--- START ---

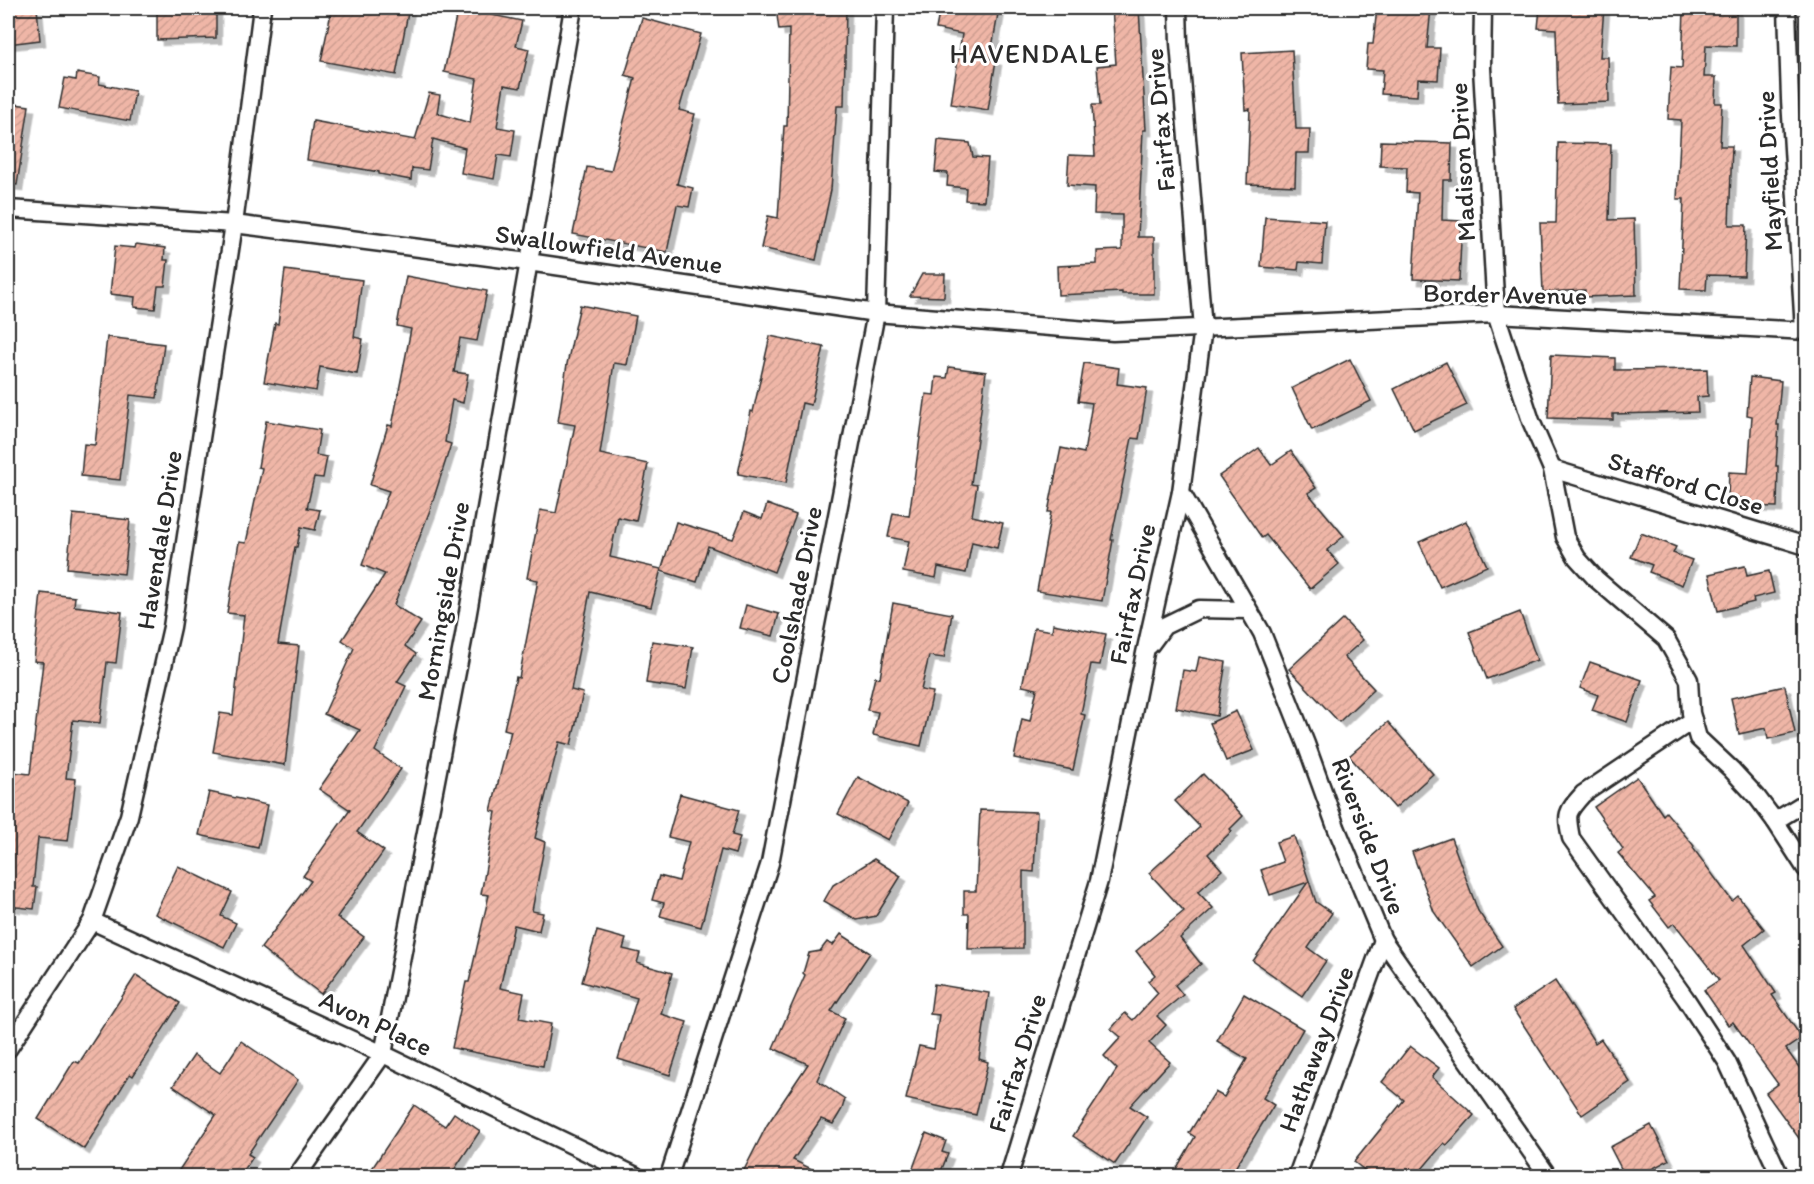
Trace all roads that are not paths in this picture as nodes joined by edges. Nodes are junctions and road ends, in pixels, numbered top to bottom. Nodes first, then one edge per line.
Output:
1 (262, 8) edge
2 (573, 8) edge
3 (885, 8) edge
4 (1178, 8) edge
5 (1483, 8) edge
6 (1787, 8) edge
7 (8, 208) edge
8 (234, 224) junction
9 (528, 262) junction
10 (876, 313) junction
11 (1496, 314) junction
12 (1203, 328) junction
13 (1805, 331) edge
14 (1552, 469) junction
15 (1181, 492) junction
16 (1806, 546) edge
17 (1248, 610) junction
18 (1145, 653) junction
19 (1693, 720) junction
20 (1806, 802) edge
21 (1775, 821) junction
22 (1806, 869) edge
23 (92, 921) junction
24 (1383, 940) junction
25 (8, 1049) edge
26 (383, 1054) junction
27 (297, 1176) edge
28 (636, 1176) edge
29 (669, 1176) edge
30 (1009, 1176) edge
31 (1297, 1176) edge
32 (1548, 1176) edge
33 (1780, 1176) edge

1 - 8 street, Havendale Drive
2 - 9 street, Morningside Drive
3 - 10 street, Coolshade Drive
4 - 12 street, Fairfax Drive
5 - 11 street, Madison Drive
6 - 13 street, Mayfield Drive
7 - 8 street, Swallowfield Avenue
8 - 9 street, Swallowfield Avenue
8 - 23 street, Havendale Drive
9 - 10 street, Swallowfield Avenue
9 - 26 street, Morningside Drive
10 - 12 street, Swallowfield Avenue
10 - 29 street, Coolshade Drive
11 - 12 street, Border Avenue
11 - 13 street, Border Avenue
11 - 14 street, Madison Drive
12 - 15 street, Fairfax Drive
14 - 16 street, Stafford Close
14 - 19 street, Madison Drive
15 - 17 street, Riverside Drive
15 - 18 street, Fairfax Drive
17 - 18 street
17 - 24 street, Riverside Drive
18 - 30 street, Fairfax Drive
19 - 21 street
19 - 33 street
20 - 21 street
21 - 22 street
23 - 25 street, Havendale Drive
23 - 26 street, Avon Place
24 - 31 street, Hathaway Drive
24 - 32 street, Riverside Drive
26 - 27 street, Morningside Drive
26 - 28 street, Avon Place

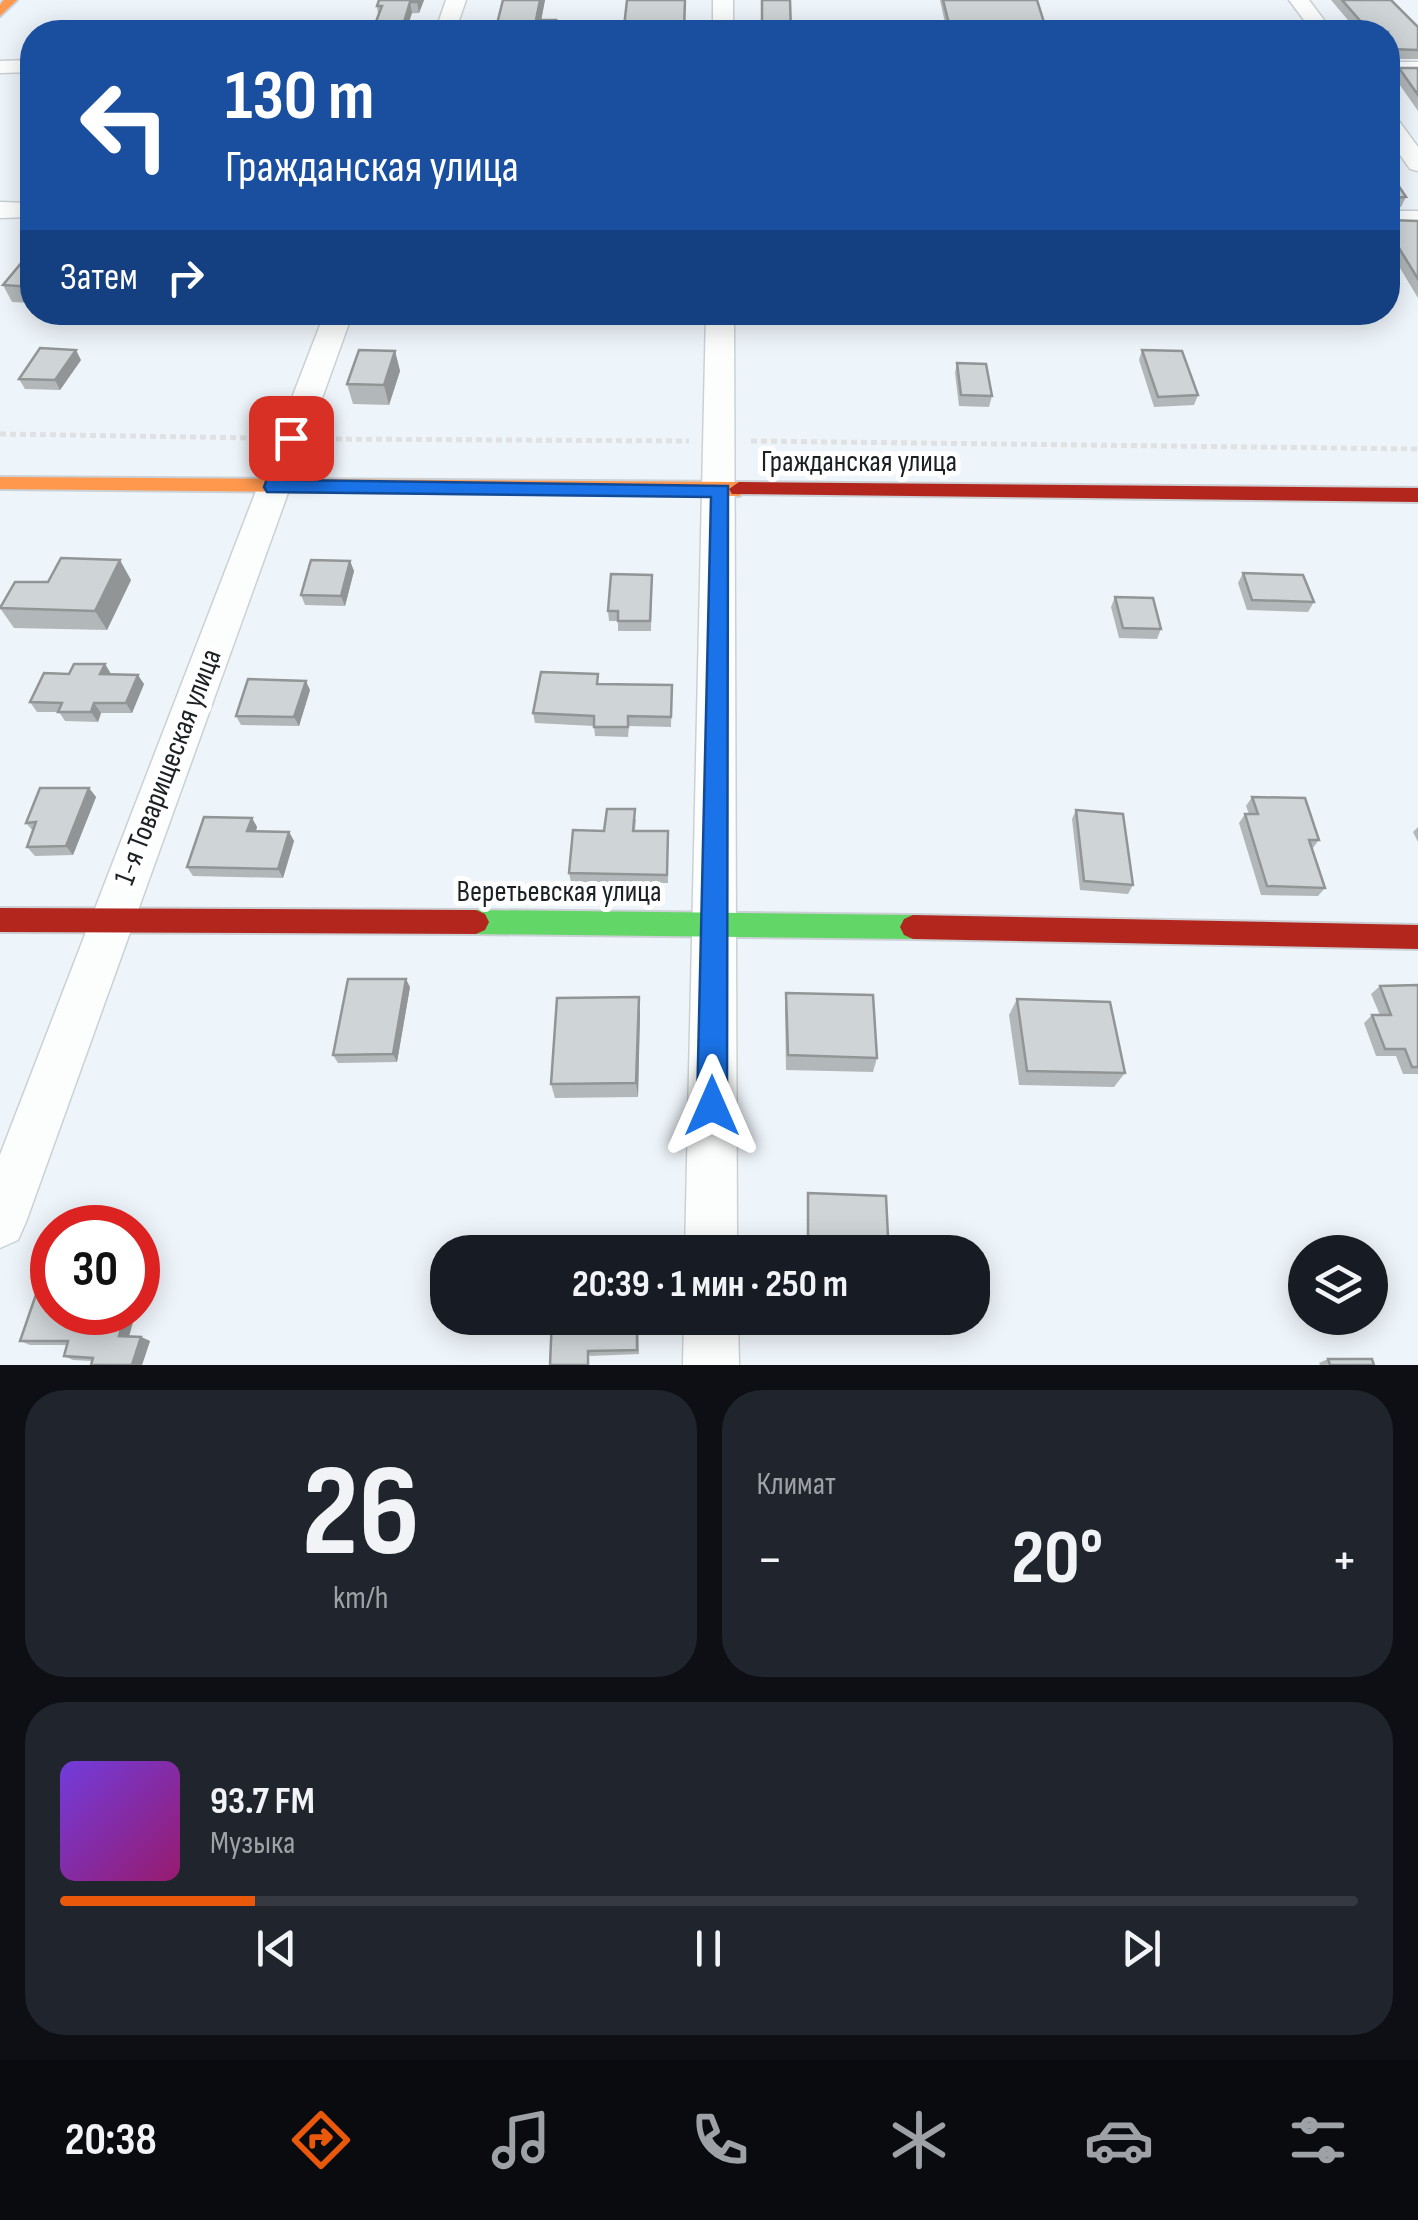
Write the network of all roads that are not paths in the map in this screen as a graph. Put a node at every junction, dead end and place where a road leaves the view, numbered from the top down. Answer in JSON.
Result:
{"nodes":[{"id":1,"x":10,"y":0,"type":"edge"},
{"id":2,"x":0,"y":12,"type":"edge"},
{"id":3,"x":1400,"y":139,"type":"edge"},
{"id":4,"x":1418,"y":164,"type":"edge"},
{"id":5,"x":334,"y":325,"type":"edge"},
{"id":6,"x":720,"y":325,"type":"edge"},
{"id":7,"x":0,"y":483,"type":"edge"},
{"id":8,"x":274,"y":487,"type":"junction"},
{"id":9,"x":721,"y":491,"type":"junction"},
{"id":10,"x":1418,"y":495,"type":"edge"},
{"id":11,"x":0,"y":920,"type":"edge"},
{"id":12,"x":111,"y":920,"type":"junction"},
{"id":13,"x":713,"y":922,"type":"junction"},
{"id":14,"x":1418,"y":937,"type":"edge"},
{"id":15,"x":0,"y":1222,"type":"edge"},
{"id":16,"x":711,"y":1235,"type":"edge"},
{"id":17,"x":711,"y":1335,"type":"edge"},
{"id":18,"x":710,"y":1365,"type":"edge"}],
"edges":[{"from":1,"to":2,"type":"main road"},
{"from":3,"to":4,"type":"street"},
{"from":5,"to":8,"type":"street","name":"1-я Товарищеская улица"},
{"from":6,"to":9,"type":"street"},
{"from":7,"to":8,"type":"main road","name":"Гражданская улица"},
{"from":8,"to":9,"type":"main road","name":"Гражданская улица"},
{"from":8,"to":12,"type":"street","name":"1-я Товарищеская улица"},
{"from":9,"to":10,"type":"main road","name":"Гражданская улица"},
{"from":9,"to":13,"type":"street"},
{"from":11,"to":12,"type":"main road","name":"Веретьевская улица"},
{"from":12,"to":13,"type":"main road","name":"Веретьевская улица"},
{"from":12,"to":15,"type":"street","name":"1-я Товарищеская улица"},
{"from":13,"to":14,"type":"main road","name":"Веретьевская улица"},
{"from":13,"to":16,"type":"street"},
{"from":17,"to":18,"type":"street"}]}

--- END ---

• [What you need to do]
What is needed is a word-for-word transcription of all the entries, with the pictures dropped.

• [Written reply]
Trace all roads that are not paths in this picture as nodes joined by edges. Nodes are junctions and road ends, in pixels, numbered top to bottom. Nodes first, then one edge per line.
Output:
1 (262, 8) edge
2 (573, 8) edge
3 (885, 8) edge
4 (1178, 8) edge
5 (1483, 8) edge
6 (1787, 8) edge
7 (8, 208) edge
8 (234, 224) junction
9 (528, 262) junction
10 (876, 313) junction
11 (1496, 314) junction
12 (1203, 328) junction
13 (1805, 331) edge
14 (1552, 469) junction
15 (1181, 492) junction
16 (1806, 546) edge
17 (1248, 610) junction
18 (1145, 653) junction
19 (1693, 720) junction
20 (1806, 802) edge
21 (1775, 821) junction
22 (1806, 869) edge
23 (92, 921) junction
24 (1383, 940) junction
25 (8, 1049) edge
26 (383, 1054) junction
27 (297, 1176) edge
28 (636, 1176) edge
29 (669, 1176) edge
30 (1009, 1176) edge
31 (1297, 1176) edge
32 (1548, 1176) edge
33 (1780, 1176) edge

1 - 8 street, Havendale Drive
2 - 9 street, Morningside Drive
3 - 10 street, Coolshade Drive
4 - 12 street, Fairfax Drive
5 - 11 street, Madison Drive
6 - 13 street, Mayfield Drive
7 - 8 street, Swallowfield Avenue
8 - 9 street, Swallowfield Avenue
8 - 23 street, Havendale Drive
9 - 10 street, Swallowfield Avenue
9 - 26 street, Morningside Drive
10 - 12 street, Swallowfield Avenue
10 - 29 street, Coolshade Drive
11 - 12 street, Border Avenue
11 - 13 street, Border Avenue
11 - 14 street, Madison Drive
12 - 15 street, Fairfax Drive
14 - 16 street, Stafford Close
14 - 19 street, Madison Drive
15 - 17 street, Riverside Drive
15 - 18 street, Fairfax Drive
17 - 18 street
17 - 24 street, Riverside Drive
18 - 30 street, Fairfax Drive
19 - 21 street
19 - 33 street
20 - 21 street
21 - 22 street
23 - 25 street, Havendale Drive
23 - 26 street, Avon Place
24 - 31 street, Hathaway Drive
24 - 32 street, Riverside Drive
26 - 27 street, Morningside Drive
26 - 28 street, Avon Place

Write the network of all roads that are not paths in the map in this screen as a graph. Put a node at every junction, dead end and place where a road leaves the view, numbered from the top down. Answer in JSON.
Result:
{"nodes":[{"id":1,"x":10,"y":0,"type":"edge"},
{"id":2,"x":0,"y":12,"type":"edge"},
{"id":3,"x":1400,"y":139,"type":"edge"},
{"id":4,"x":1418,"y":164,"type":"edge"},
{"id":5,"x":334,"y":325,"type":"edge"},
{"id":6,"x":720,"y":325,"type":"edge"},
{"id":7,"x":0,"y":483,"type":"edge"},
{"id":8,"x":274,"y":487,"type":"junction"},
{"id":9,"x":721,"y":491,"type":"junction"},
{"id":10,"x":1418,"y":495,"type":"edge"},
{"id":11,"x":0,"y":920,"type":"edge"},
{"id":12,"x":111,"y":920,"type":"junction"},
{"id":13,"x":713,"y":922,"type":"junction"},
{"id":14,"x":1418,"y":937,"type":"edge"},
{"id":15,"x":0,"y":1222,"type":"edge"},
{"id":16,"x":711,"y":1235,"type":"edge"},
{"id":17,"x":711,"y":1335,"type":"edge"},
{"id":18,"x":710,"y":1365,"type":"edge"}],
"edges":[{"from":1,"to":2,"type":"main road"},
{"from":3,"to":4,"type":"street"},
{"from":5,"to":8,"type":"street","name":"1-я Товарищеская улица"},
{"from":6,"to":9,"type":"street"},
{"from":7,"to":8,"type":"main road","name":"Гражданская улица"},
{"from":8,"to":9,"type":"main road","name":"Гражданская улица"},
{"from":8,"to":12,"type":"street","name":"1-я Товарищеская улица"},
{"from":9,"to":10,"type":"main road","name":"Гражданская улица"},
{"from":9,"to":13,"type":"street"},
{"from":11,"to":12,"type":"main road","name":"Веретьевская улица"},
{"from":12,"to":13,"type":"main road","name":"Веретьевская улица"},
{"from":12,"to":15,"type":"street","name":"1-я Товарищеская улица"},
{"from":13,"to":14,"type":"main road","name":"Веретьевская улица"},
{"from":13,"to":16,"type":"street"},
{"from":17,"to":18,"type":"street"}]}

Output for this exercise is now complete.